Go through the entries, filter for the word "东圃大马路", and copy every line that has it.

◆ ◆ ◆ ◆

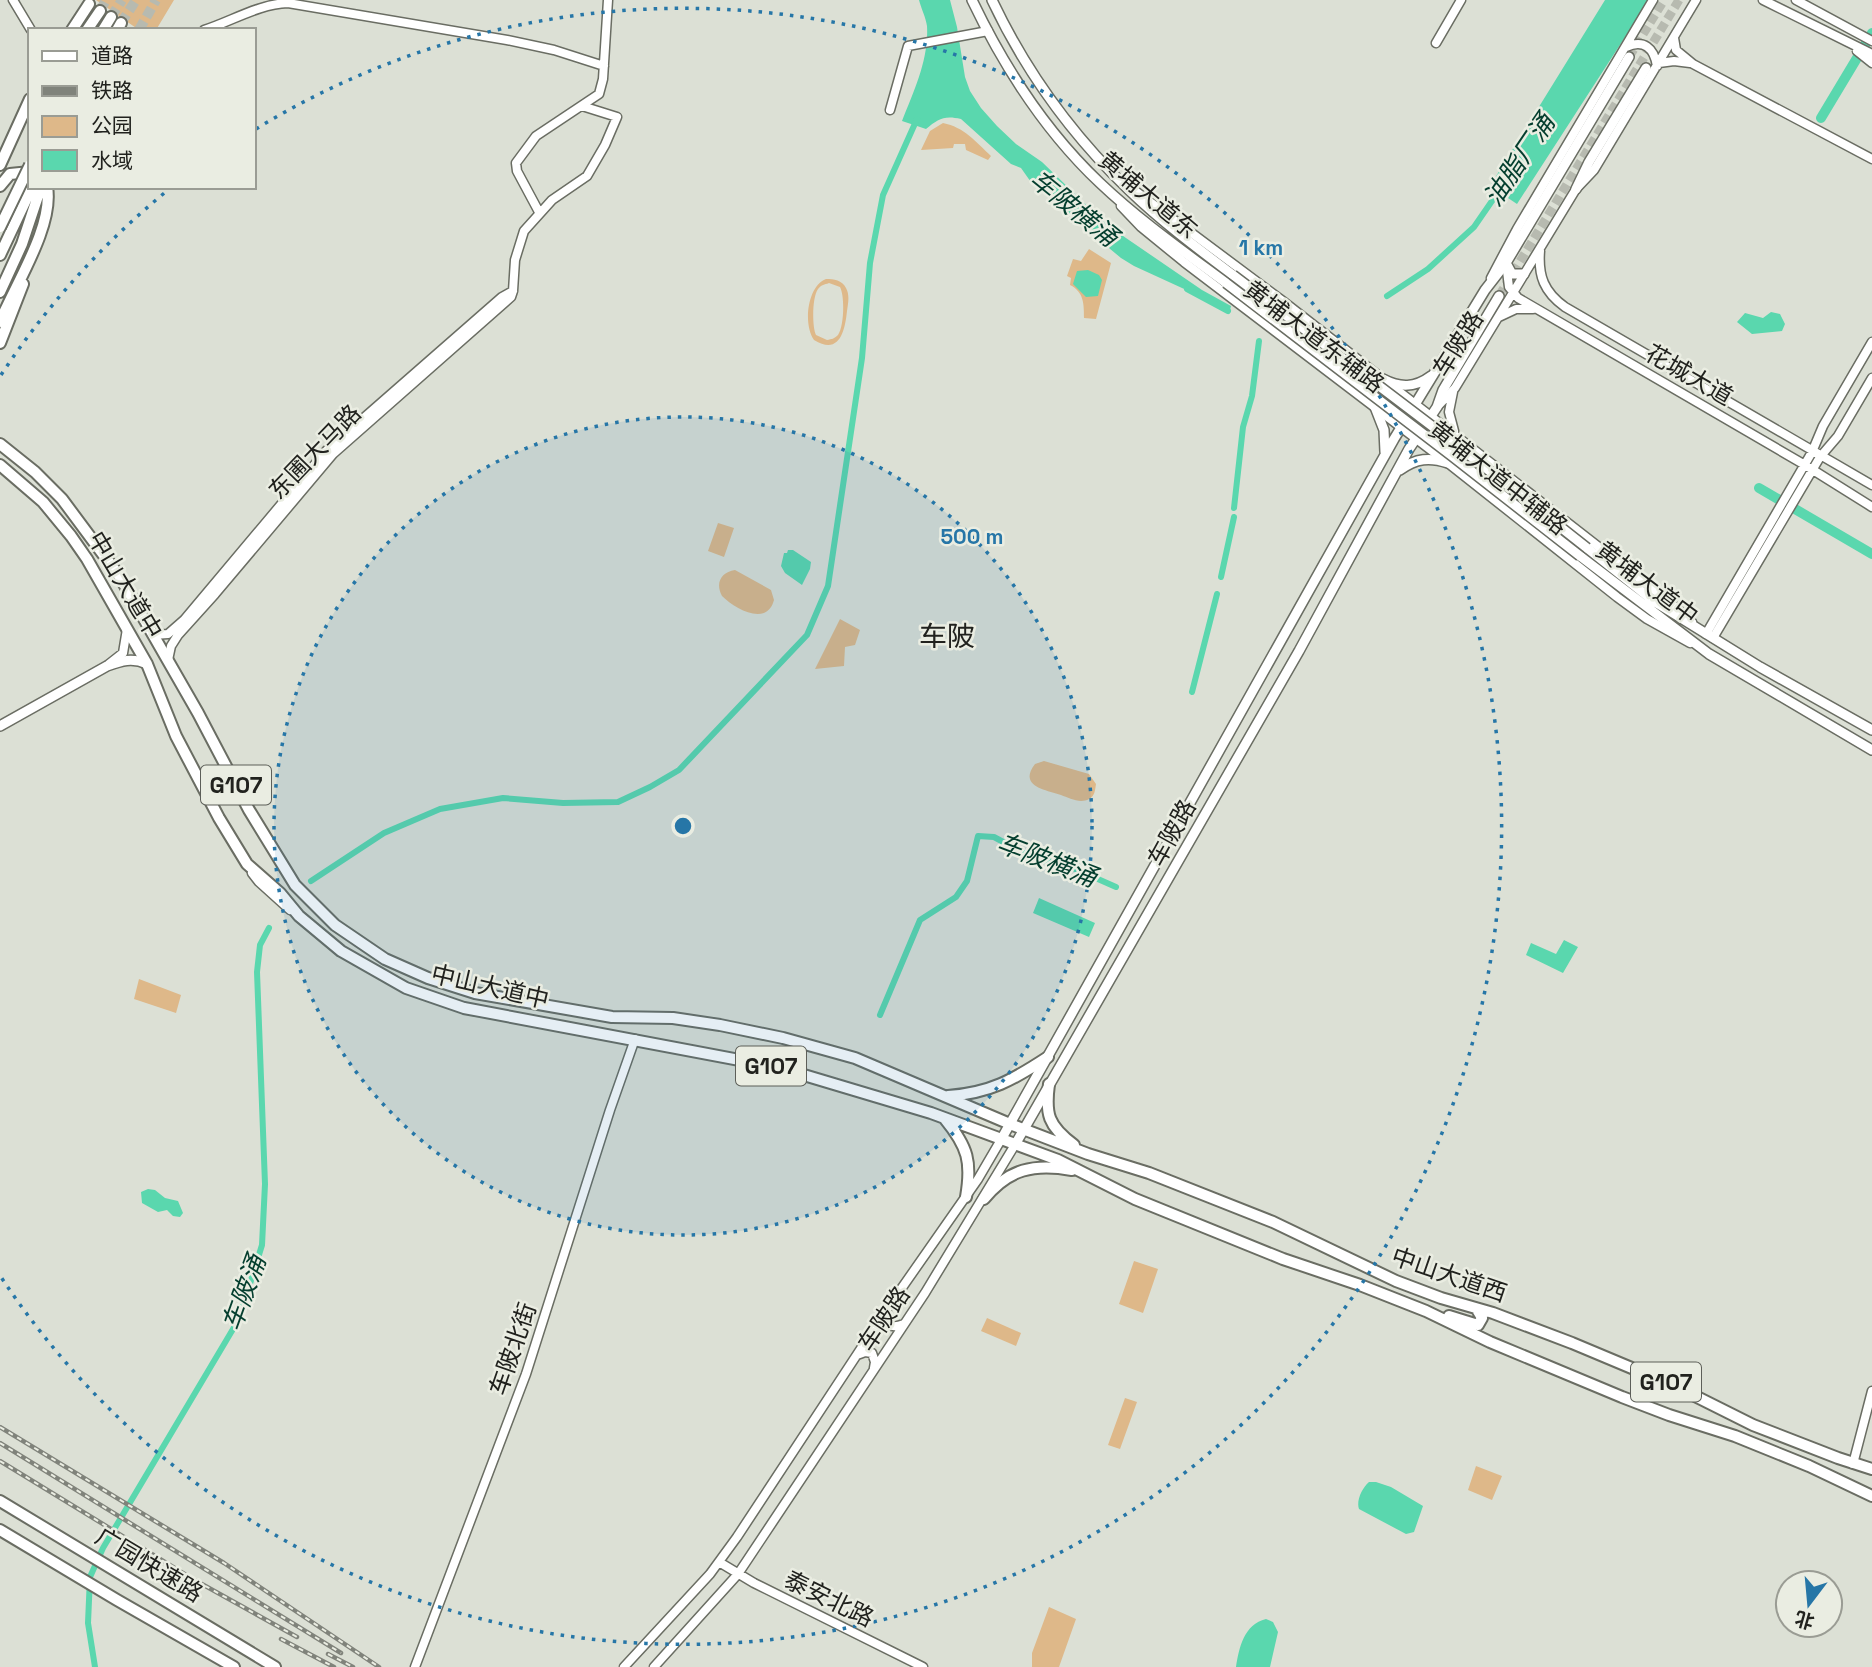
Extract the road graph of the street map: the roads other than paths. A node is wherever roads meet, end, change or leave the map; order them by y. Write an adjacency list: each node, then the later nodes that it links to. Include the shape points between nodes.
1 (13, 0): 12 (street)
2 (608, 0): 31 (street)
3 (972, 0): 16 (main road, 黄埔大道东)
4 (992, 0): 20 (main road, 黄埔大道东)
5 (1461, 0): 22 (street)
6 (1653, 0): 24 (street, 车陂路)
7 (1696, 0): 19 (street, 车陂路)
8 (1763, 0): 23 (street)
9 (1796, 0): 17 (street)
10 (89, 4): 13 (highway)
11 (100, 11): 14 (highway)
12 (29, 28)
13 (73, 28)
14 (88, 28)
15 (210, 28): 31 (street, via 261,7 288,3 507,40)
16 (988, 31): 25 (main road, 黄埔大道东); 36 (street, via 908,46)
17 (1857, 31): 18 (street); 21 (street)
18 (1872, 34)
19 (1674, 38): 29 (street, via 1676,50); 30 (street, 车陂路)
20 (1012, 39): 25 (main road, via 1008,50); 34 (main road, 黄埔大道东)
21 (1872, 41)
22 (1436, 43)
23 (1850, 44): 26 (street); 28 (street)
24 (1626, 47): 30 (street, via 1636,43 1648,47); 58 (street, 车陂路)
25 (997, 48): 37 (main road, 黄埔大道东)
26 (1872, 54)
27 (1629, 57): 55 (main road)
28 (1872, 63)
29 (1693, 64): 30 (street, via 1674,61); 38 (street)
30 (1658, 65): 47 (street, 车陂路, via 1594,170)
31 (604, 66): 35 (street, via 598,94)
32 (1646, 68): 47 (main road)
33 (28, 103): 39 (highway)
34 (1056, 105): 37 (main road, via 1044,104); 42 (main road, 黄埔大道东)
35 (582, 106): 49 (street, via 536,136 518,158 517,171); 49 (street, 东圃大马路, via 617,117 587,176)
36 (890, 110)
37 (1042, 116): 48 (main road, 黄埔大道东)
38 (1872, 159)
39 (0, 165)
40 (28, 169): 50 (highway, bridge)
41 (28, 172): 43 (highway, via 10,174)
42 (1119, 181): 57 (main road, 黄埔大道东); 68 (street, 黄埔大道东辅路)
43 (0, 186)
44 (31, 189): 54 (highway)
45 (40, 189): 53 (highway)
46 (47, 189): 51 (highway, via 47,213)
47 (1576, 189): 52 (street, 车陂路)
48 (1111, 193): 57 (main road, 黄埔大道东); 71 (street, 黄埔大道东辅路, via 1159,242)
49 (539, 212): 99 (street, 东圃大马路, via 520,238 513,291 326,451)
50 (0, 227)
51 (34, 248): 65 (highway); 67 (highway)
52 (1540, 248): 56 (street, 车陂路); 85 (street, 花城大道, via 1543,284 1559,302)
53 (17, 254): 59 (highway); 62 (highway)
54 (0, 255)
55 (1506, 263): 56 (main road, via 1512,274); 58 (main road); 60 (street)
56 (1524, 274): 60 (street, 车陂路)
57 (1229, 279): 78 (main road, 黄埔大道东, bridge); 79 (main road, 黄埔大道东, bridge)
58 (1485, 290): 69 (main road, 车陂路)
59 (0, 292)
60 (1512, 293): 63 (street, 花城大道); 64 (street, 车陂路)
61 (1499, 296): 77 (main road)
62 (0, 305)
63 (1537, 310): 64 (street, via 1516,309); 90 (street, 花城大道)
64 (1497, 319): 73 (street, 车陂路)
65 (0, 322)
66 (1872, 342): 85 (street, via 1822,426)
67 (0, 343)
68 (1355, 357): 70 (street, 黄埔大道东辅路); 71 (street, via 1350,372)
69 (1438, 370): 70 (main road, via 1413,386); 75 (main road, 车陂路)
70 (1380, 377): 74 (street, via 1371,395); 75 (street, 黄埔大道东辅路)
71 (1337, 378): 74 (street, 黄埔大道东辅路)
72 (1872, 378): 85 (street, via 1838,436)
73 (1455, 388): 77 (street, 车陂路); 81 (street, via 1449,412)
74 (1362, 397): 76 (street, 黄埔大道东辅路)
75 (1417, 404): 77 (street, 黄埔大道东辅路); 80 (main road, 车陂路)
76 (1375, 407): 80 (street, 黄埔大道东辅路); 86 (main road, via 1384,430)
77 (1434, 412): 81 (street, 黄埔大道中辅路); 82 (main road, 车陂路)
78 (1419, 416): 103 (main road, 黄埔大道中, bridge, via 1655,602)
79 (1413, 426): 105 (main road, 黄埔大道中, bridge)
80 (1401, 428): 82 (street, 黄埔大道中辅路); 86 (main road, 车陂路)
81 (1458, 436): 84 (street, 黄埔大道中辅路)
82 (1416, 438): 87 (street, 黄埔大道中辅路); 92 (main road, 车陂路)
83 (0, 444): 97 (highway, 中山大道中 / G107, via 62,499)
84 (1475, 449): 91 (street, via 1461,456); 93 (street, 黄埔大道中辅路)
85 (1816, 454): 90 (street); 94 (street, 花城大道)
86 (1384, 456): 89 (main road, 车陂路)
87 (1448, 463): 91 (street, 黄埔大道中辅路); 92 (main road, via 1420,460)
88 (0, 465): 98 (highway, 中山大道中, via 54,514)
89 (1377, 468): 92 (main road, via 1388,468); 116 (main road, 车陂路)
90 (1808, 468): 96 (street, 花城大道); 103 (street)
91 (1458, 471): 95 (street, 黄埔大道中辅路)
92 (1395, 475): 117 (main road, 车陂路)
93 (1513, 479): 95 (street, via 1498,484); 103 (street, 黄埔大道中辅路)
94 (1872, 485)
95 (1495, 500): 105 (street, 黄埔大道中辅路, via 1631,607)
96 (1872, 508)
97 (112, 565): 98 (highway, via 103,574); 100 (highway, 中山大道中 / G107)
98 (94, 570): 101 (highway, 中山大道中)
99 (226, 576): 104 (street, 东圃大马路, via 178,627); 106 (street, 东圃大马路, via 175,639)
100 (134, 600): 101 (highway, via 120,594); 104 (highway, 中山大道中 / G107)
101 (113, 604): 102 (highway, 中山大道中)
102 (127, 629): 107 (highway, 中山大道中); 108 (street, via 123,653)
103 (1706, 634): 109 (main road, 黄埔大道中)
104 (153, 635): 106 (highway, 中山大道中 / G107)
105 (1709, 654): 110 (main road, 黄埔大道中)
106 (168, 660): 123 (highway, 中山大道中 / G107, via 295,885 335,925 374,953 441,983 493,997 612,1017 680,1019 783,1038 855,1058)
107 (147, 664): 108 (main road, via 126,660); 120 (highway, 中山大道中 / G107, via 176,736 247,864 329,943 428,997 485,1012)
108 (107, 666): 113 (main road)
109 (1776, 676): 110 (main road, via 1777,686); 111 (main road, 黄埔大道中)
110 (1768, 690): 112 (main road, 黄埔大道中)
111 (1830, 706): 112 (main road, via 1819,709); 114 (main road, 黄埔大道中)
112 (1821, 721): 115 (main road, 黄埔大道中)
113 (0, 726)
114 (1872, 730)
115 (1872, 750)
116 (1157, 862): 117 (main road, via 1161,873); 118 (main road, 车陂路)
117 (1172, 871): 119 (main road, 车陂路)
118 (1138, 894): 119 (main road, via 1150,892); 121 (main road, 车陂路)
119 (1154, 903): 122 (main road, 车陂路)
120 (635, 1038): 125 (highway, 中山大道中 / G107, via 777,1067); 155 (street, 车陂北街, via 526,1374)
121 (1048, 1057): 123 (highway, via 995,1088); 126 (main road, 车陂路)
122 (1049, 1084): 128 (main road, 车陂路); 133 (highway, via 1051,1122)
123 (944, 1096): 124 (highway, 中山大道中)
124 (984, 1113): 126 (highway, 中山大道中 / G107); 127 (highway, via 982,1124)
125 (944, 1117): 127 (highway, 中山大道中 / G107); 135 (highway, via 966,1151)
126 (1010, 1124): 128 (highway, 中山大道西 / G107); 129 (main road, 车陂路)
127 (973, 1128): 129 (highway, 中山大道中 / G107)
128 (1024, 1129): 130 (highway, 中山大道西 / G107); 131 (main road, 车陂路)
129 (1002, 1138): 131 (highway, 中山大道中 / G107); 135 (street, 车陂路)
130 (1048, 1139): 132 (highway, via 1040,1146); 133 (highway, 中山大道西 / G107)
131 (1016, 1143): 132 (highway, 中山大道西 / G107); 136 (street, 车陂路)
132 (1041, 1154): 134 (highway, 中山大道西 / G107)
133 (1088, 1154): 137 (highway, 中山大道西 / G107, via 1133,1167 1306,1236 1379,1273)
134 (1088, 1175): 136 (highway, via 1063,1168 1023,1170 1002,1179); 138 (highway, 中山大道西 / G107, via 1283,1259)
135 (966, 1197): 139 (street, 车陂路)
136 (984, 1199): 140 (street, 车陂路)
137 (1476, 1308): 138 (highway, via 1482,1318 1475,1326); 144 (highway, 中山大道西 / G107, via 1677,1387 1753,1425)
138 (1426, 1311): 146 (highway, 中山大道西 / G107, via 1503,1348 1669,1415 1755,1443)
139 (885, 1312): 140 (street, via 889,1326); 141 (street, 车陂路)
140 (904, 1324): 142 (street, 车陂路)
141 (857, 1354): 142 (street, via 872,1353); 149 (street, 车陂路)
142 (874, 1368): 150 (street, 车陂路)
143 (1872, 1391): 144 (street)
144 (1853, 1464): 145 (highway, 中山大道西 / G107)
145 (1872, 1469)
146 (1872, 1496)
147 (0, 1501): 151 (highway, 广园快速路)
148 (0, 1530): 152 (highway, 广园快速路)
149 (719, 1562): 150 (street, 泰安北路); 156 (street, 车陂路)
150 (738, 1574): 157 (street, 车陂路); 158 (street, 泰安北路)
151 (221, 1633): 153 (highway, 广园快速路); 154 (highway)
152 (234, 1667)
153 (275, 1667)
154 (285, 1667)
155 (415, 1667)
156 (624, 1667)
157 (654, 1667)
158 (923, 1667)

◆ ◆ ◆ ◆

§ **Reply**:
35 (582, 106): 49 (street, via 536,136 518,158 517,171); 49 (street, 东圃大马路, via 617,117 587,176)
49 (539, 212): 99 (street, 东圃大马路, via 520,238 513,291 326,451)
99 (226, 576): 104 (street, 东圃大马路, via 178,627); 106 (street, 东圃大马路, via 175,639)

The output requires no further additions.